Moreover, we consider of interest observed associations between the higher amount of stroma inside the tumor with longer TTR and DFS in the non-viral cohort, and mechanisms of such impact are awaiting investigation. The stromal compartment harbours the majority of tumor-infiltrating immune cells in different cancers, HCC included [2, 67, 68] and indeed, stroma-infiltrating lymphocytes showed better associations with outcomes [69, 70]. Tumor-stroma-based therapeutic targeting [61] showed promise in enhancing innate and adaptive antitumor immunity.

Limitations

The current study has several limitations, including its retrospective nature, in addition to the relatively small number of patients and the absence of a validation cohort.

None of the patients included in our study were treated with immune checkpoint inhibitors in the adjuvant or palliative setting. Thus, we cannot conclude the predictive role of macrophages and mast cells for immune checkpoint inhibitors-based therapy, however, our findings may promote future research or clinical trials.

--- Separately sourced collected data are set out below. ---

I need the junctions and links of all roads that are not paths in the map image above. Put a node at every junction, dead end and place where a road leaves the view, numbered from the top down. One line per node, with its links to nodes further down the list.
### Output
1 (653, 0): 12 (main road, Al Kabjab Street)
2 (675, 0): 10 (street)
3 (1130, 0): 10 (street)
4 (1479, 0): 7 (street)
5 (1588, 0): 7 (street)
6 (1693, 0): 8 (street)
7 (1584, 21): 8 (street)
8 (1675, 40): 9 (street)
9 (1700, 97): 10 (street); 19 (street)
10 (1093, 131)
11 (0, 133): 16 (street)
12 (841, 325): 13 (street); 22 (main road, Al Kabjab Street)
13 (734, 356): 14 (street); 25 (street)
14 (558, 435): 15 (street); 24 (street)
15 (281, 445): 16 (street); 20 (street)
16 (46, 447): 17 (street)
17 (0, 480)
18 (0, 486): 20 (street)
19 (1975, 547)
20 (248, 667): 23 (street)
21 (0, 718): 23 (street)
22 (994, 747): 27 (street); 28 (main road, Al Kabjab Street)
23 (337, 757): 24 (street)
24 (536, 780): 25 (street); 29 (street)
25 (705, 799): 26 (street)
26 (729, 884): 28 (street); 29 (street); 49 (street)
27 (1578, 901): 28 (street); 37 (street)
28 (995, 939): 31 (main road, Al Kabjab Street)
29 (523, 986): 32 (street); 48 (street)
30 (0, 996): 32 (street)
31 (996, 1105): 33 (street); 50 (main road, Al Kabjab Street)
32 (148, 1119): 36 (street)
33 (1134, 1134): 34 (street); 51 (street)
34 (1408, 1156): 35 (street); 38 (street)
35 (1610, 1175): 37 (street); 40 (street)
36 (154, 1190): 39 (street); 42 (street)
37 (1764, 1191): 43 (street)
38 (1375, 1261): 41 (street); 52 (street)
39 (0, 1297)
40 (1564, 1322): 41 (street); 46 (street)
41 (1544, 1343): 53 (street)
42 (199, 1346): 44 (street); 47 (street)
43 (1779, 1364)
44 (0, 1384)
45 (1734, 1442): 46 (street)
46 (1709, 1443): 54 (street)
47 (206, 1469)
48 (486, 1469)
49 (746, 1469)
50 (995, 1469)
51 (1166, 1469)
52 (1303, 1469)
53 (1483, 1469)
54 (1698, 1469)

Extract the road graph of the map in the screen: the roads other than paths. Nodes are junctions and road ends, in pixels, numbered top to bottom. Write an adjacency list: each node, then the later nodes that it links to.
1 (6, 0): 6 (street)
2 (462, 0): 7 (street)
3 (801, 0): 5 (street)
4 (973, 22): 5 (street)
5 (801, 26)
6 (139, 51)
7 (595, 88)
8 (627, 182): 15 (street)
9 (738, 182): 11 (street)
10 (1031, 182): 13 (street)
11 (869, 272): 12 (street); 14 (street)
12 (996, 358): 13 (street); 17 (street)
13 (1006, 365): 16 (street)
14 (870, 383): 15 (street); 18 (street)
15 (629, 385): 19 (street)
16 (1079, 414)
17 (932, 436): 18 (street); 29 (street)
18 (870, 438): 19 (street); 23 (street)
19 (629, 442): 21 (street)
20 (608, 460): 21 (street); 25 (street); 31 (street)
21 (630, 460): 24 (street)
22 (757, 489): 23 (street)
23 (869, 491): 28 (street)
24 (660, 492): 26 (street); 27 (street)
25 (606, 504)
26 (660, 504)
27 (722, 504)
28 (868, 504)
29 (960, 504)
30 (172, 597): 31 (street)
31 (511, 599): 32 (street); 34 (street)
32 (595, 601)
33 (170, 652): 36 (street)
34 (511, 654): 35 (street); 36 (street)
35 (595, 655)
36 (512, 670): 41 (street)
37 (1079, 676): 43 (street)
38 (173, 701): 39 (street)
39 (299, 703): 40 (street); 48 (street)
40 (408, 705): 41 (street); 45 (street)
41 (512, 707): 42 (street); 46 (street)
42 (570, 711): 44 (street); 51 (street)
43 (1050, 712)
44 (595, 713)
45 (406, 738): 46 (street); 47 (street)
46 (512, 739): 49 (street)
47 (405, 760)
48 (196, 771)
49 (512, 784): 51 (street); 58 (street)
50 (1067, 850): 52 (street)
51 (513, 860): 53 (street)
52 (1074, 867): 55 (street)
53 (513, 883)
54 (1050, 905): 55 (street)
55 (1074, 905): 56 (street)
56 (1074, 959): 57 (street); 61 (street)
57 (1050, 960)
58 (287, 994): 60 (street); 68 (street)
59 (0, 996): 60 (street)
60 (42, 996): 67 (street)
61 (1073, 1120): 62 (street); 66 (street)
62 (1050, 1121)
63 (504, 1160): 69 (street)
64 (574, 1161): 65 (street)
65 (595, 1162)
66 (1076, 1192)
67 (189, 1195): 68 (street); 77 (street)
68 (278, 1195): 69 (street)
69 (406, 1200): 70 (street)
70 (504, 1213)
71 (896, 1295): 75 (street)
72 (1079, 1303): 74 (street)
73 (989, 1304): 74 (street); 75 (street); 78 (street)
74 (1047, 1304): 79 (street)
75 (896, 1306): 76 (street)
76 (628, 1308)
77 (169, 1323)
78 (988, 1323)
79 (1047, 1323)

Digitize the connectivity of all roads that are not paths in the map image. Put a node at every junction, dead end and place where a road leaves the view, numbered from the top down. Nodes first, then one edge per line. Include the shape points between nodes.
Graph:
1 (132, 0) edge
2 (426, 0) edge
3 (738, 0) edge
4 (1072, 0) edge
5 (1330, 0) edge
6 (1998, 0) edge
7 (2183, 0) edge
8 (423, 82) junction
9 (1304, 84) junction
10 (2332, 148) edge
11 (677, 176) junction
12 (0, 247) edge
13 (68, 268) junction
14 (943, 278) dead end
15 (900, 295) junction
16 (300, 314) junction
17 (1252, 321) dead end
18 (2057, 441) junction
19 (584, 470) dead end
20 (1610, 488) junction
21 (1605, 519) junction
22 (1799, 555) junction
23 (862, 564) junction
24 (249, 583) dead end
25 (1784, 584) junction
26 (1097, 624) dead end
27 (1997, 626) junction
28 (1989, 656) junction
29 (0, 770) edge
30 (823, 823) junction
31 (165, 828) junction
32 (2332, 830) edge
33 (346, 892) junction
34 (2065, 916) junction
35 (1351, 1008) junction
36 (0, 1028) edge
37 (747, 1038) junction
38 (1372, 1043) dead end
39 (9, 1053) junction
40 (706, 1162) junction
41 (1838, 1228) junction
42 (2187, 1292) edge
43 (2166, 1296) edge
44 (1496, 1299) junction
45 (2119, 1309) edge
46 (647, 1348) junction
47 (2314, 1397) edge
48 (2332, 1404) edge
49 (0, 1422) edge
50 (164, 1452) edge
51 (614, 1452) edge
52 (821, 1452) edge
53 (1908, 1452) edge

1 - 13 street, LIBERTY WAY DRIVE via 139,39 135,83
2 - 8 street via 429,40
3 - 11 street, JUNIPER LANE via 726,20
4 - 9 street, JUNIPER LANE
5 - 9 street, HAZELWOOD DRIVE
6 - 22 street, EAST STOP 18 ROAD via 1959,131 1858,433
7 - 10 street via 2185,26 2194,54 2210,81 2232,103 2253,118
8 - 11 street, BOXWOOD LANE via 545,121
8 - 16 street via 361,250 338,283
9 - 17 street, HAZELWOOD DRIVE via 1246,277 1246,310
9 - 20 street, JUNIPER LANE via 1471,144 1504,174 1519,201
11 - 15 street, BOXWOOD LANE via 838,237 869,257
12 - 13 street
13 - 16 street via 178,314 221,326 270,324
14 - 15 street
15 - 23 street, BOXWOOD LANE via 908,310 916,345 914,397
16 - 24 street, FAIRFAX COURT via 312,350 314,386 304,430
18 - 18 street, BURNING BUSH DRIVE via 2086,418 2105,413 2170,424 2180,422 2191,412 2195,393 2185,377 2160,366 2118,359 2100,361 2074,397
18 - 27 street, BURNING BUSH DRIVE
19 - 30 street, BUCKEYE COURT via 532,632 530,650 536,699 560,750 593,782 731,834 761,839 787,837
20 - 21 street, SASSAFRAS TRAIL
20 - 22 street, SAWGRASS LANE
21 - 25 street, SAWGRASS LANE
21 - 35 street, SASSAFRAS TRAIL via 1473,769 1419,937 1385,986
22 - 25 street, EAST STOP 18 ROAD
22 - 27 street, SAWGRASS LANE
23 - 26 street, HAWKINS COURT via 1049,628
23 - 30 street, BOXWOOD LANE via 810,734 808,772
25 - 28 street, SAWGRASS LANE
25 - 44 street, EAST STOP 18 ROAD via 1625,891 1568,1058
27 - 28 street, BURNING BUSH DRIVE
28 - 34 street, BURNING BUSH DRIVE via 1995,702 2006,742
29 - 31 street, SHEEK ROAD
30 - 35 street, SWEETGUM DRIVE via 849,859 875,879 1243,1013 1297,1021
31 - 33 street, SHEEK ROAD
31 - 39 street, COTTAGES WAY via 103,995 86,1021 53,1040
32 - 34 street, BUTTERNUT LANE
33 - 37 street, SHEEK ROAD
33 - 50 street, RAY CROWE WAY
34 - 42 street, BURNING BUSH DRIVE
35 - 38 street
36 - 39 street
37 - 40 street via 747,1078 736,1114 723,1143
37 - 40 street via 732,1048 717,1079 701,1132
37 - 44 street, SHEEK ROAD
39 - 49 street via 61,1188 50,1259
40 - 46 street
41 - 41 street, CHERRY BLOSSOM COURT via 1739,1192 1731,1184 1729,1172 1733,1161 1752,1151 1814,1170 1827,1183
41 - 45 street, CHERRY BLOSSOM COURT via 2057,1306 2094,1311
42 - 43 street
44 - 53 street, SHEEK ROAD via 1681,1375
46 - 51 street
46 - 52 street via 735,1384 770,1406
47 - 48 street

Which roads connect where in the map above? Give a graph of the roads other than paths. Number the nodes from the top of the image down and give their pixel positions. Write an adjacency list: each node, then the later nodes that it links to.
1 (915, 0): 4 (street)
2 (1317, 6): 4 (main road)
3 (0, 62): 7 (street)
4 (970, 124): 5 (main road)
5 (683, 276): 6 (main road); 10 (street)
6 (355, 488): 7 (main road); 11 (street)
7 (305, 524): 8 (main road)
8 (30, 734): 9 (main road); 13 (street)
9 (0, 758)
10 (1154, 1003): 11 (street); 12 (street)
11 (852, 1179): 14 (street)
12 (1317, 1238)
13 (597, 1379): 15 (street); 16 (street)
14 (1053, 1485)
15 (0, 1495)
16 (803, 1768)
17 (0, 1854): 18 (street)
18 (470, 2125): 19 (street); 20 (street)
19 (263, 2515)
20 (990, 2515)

The low prevalence of hepatitis and cirrhosis hamper the comparability of our results to other cohorts, particularly of Asian patients. On the other hand, our study provides insight into the TME of HCC in patients with non-viral etiology of the disease. Considering the complexity of macrophage population as well as the interactions between different immune cells, more IHC markers and multiplex staining are needed to obtain reliable picture of the immune TME of HCC, which is the scope of our ongoing researches.

Conclusion

Our study on HCC patients after resection highlighted the survival advantage in the case of high AF of CD68+ macrophages in TC and IM and high AF of CD117+ mast cells in IM or PT area, along with low AF of CD163+ macrophages in PT area. The ultimate effect of macrophages and mast cells is context-dependent, i.e. modified by the abundance of other cell phenotypes in TME. Our results also pointed out the importance of standardized annotation of ROI including individual assessment of IM and OM, as well as the importance of the PT region, which is frequently overlooked. The results offer a new approach to stratify patients after curative liver resection and identify those at risk of recurrence and death.